Einstein AI & Automation, Salesforce Data Cloud

Overview

Organizations across industries rely on invoice processing as a core financial workflow. Yet many continue to depend on manual handling of PDF and scanned invoices, an approach that is slow, error-prone, and difficult to govern. This use case presents Halsa's solution for automating that workflow end-to-end using AI and the Salesforce platform, delivering faster turnaround, dramatically fewer errors, and stronger compliance control. 

The Challenge

Invoice processing operations faced the following critical pain points: 

  • Manual Processing of PDF/Scanned Invoices: Invoice intake relied entirely on manual handling of PDF and scanned documents, creating operational bottlenecks and limiting throughput. 
  • High Error Rate: Without automated data extraction and validation, the manual process produced a high rate of errors across invoice records. 
  • No Fraud Detection: The existing workflow lacked any mechanism to identify anomalies or flag potentially fraudulent invoices, leaving the organization exposed to financial risk. 

Our Solution

Halsa implemented an AI-powered invoice processing pipeline built on Einstein AI & Automation and Salesforce Data Cloud. The solution replaced the manual workflow with an intelligent, automated system capable of parsing, validating, and monitoring invoices at scale. 

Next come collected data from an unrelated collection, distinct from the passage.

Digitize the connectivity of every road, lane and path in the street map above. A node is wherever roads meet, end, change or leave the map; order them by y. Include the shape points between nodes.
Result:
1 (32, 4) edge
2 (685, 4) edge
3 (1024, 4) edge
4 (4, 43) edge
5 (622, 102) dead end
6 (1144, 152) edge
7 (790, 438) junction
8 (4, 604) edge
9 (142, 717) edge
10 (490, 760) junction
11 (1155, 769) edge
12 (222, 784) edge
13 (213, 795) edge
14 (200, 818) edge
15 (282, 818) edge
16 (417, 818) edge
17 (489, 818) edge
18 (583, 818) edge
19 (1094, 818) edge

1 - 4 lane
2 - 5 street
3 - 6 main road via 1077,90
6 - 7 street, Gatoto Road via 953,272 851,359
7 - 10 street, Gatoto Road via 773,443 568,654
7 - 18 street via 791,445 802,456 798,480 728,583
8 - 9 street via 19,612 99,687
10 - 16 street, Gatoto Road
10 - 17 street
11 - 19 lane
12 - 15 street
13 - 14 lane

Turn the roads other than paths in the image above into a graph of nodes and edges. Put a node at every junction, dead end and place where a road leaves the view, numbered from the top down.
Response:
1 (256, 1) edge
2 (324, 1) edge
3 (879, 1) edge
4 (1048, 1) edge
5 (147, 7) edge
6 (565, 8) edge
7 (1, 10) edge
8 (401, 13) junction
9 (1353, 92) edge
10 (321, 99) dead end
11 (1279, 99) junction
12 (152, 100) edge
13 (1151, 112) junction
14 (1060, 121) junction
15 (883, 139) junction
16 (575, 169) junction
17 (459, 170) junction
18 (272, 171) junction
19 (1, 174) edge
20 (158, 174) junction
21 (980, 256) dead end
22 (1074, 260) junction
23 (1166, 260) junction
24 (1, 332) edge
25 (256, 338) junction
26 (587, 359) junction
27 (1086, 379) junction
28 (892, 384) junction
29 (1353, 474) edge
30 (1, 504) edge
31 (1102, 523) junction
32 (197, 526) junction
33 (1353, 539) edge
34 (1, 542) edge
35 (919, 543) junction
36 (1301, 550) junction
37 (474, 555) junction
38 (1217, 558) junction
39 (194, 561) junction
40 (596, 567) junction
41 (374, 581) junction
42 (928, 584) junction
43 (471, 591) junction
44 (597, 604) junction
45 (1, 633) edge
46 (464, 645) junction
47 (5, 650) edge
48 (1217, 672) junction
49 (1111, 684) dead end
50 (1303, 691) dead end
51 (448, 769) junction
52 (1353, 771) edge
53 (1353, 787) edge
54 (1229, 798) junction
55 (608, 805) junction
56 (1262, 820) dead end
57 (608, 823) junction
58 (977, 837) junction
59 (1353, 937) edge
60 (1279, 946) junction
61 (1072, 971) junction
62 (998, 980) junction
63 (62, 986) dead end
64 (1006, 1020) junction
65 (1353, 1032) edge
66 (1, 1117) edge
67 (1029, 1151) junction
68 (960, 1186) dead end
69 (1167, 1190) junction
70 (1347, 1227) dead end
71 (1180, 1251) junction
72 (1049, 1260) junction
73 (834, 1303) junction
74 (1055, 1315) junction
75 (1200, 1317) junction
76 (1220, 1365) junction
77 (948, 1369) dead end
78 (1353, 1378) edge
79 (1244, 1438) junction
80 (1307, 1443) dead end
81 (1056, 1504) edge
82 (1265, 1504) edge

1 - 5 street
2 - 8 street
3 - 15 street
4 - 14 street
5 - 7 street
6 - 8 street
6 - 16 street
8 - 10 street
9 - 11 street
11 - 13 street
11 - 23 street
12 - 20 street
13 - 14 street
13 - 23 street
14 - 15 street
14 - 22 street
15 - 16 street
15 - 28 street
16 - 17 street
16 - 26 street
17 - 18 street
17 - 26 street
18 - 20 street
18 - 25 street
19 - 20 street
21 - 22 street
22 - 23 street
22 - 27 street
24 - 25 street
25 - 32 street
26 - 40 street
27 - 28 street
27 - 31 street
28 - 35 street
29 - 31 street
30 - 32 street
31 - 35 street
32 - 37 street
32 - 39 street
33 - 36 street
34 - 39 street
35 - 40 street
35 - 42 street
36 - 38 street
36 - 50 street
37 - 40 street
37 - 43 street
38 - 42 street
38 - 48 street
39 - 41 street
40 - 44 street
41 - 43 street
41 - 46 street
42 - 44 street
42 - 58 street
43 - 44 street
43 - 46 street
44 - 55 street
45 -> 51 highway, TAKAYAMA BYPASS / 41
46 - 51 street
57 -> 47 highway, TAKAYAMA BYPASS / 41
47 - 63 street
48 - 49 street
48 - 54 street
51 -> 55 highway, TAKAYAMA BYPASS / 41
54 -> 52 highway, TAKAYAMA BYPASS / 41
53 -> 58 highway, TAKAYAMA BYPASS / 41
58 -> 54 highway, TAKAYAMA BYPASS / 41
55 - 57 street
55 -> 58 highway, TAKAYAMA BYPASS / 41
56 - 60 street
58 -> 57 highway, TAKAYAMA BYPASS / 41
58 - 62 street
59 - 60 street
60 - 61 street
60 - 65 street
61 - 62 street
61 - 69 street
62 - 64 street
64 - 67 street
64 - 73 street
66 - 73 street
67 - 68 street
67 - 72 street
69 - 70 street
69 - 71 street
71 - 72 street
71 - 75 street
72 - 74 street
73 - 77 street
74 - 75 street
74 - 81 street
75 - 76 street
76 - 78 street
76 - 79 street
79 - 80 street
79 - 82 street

  • AI/OCR-Driven Invoice Parsing: AI and OCR technology was applied to extract structured data from PDF and scanned invoices, eliminating manual data entry and feeding parsed results directly into Salesforce Data Cloud. 
  • Automated Validation: Once invoice data was ingested into Data Cloud, automated validation routines were applied to verify accuracy and completeness, reducing the error rates inherent in manual processing. 
  • Anomaly Detection: The solution incorporated automated anomaly detection to identify irregular or suspicious invoice patterns, directly addressing the absence of fraud detection in the prior workflow. 

The Outcome

The AI-driven invoice processing implementation delivered measurable operational improvements: 

  • 70% faster invoice processing. 
  • 80% reduction in manual errors. 
  • Improved compliance. 

Conclusion

By leveraging Einstein AI & Automation alongside Salesforce Data Cloud, Halsa transformed a labour-intensive, error-prone invoice workflow into a streamlined, intelligent operation. The solution delivered a 70% reduction in processing time, an 80% decrease in manual errors, and improved compliance, demonstrating the tangible value AI-driven automation brings to cross-industry financial operations.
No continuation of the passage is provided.